I suspect that many of us know exactly what James meant. He
went on to say that sitting in a car on Sunday drives listening to Top 40 songs
was how he became interested in music—he invented his own entertainment in the
face of “boredom,” and he made a career out of it. In point of fact, I doubt
that Alex was ever bored for long—he figured out how to make lemonade out of lemons, or
at least how to turn pop songs into music that entertained him, that inspired
him.
It’s not that I’m a big believer in forcing kids be bored. On
the wall of my office I have a lovely printed quotation from Elbert Hubbard,
“Boredom is a matter of choice, not circumstance.” Our own kids learned pretty
quickly not to profess boredom but to find something, quick, to occupy
their attention.
Lately I keep hearing how boring school is. All lectures are
boring, all textbooks are boring, all homework is boring—except of course in
the magical Schools of the Future, in which the battle against boredom will be won by
stimulating work, scintillating projects, teachers with minimized roles, and
heaps of technology, which adults seem to believe all children find intrinsically
interesting.
This is all good. Keeping students’ interest in school has
long been recognized as the key to success, and my experience supports
this supposition. I’m not sure, however, that we are obligated to turn school exclusively into an entertainment zone, where every moment and every instructional
experience is simply a rollicking good time, every teacher a potential Comedy Central Emmy winner.
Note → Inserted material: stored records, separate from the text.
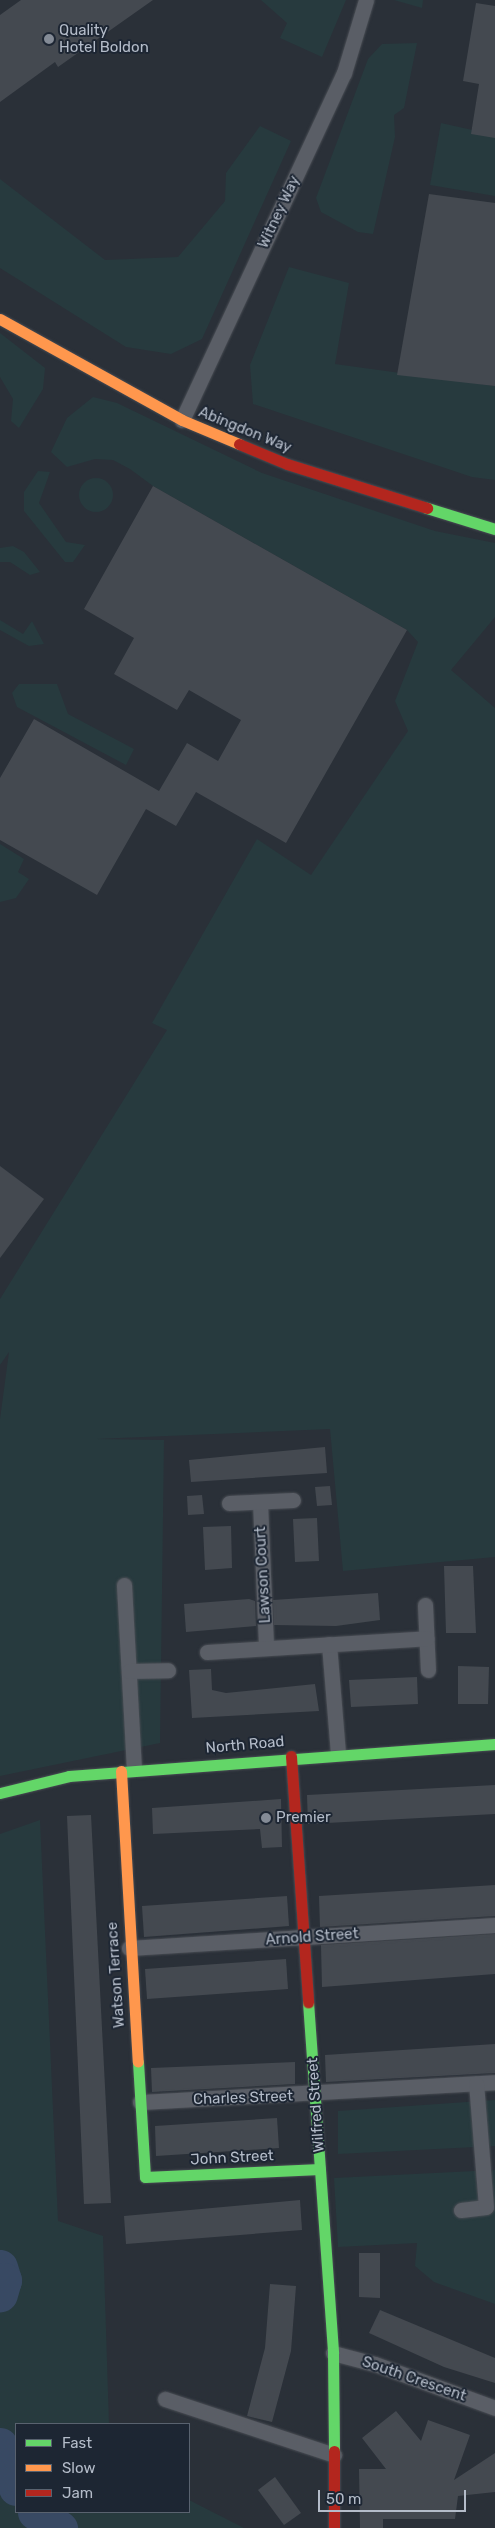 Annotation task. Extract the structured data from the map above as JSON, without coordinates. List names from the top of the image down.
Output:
{
  "streets": {
    "street": [
      "Witney Way",
      "Abingdon Way",
      "Lawson Court",
      "North Road",
      "Arnold Street",
      "Watson Terrace",
      "Charles Street",
      "Wilfred Street",
      "John Street",
      "South Crescent"
    ]
  },
  "crossings": [
    ["Witney Way", "Abingdon Way"],
    ["North Road", "Watson Terrace"],
    ["North Road", "Wilfred Street"],
    ["Arnold Street", "Watson Terrace"],
    ["Arnold Street", "Wilfred Street"],
    ["Watson Terrace", "Charles Street"],
    ["Watson Terrace", "John Street"],
    ["Charles Street", "Wilfred Street"],
    ["Wilfred Street", "John Street"],
    ["Wilfred Street", "South Crescent"]
  ],
  "places": ["Quality Hotel Boldon", "Premier"],
  "legend": ["Fast", "Slow", "Jam"],
  "scale_bar": "50 m"
}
I suspect that student boredom has a long and honorable history. One might suppose that some of the child prodigies of the
past, particularly in the sciences, found formal education exceptionally
boring, and responded by choosing—as Elbert Hubbard suggests—to find something
interesting to do with their underoccupied minds. Pretty clearly such big
brains as Gates, Jobs, and Wozniak needed something more exciting to do with
their heads than schoolwork. The Computer Age, it seems safe to suggest, was
built on a solid foundation of boredom.
There’s another thing. Even when we’re complaining about the current state of
schools we tend still to get excited about students who are very good at it—the kids
who manage to put their all into every assignment and even every quiz. Nearly
forty years of informal investigation have yielded up a theory on these kids,
and a general theory about student success in general.
The theory is this: The kids who most succeed in school are
those who manage to find an element of interest—a topic, a quirky detail, an
original (or at least unmentioned by text or teacher) observation or insight—in
each class, in each assignment. These kids seem to contain some spark that
takes the most banal of tasks (and such tasks are necessarily a part of school, try as we might to infuse them with an attractive sparkle). If we want
to create a generation of better and truly engaged students, the problem is not
just to make school more interesting—as important as this is—but also to help kids
become more interested; interest is a two-way street. (It’s also the subject of
an unpublished manuscript of mine: what families can do to help their children
find their interests.)
I’m not going to offer up a diatribe about the passive
nature of so much of what entertains children in our society. It’s true, but
not universal. I’m not going to rant about busy parents who either overschedule
themselves and their children or pay too little attention to the actual
interests of their kids—though there are some powerful implications about the
dangers of this in Tony Wagner’s Creating Innovators, in which Wagner suggests that feeding kids’ interests is going to be the way we can
innovate ourselves into a better future.
Mostly what I’m offering here is a gentle grump in favor of
allowing kids to be bored, not for the sake of boredom, obviously, but as a way
of creating the conditions in which they will find, just like that British
musician, how to interest themselves and construct on the foundation of this
interest some true passion. Of course we must help them; but not, I think, too much.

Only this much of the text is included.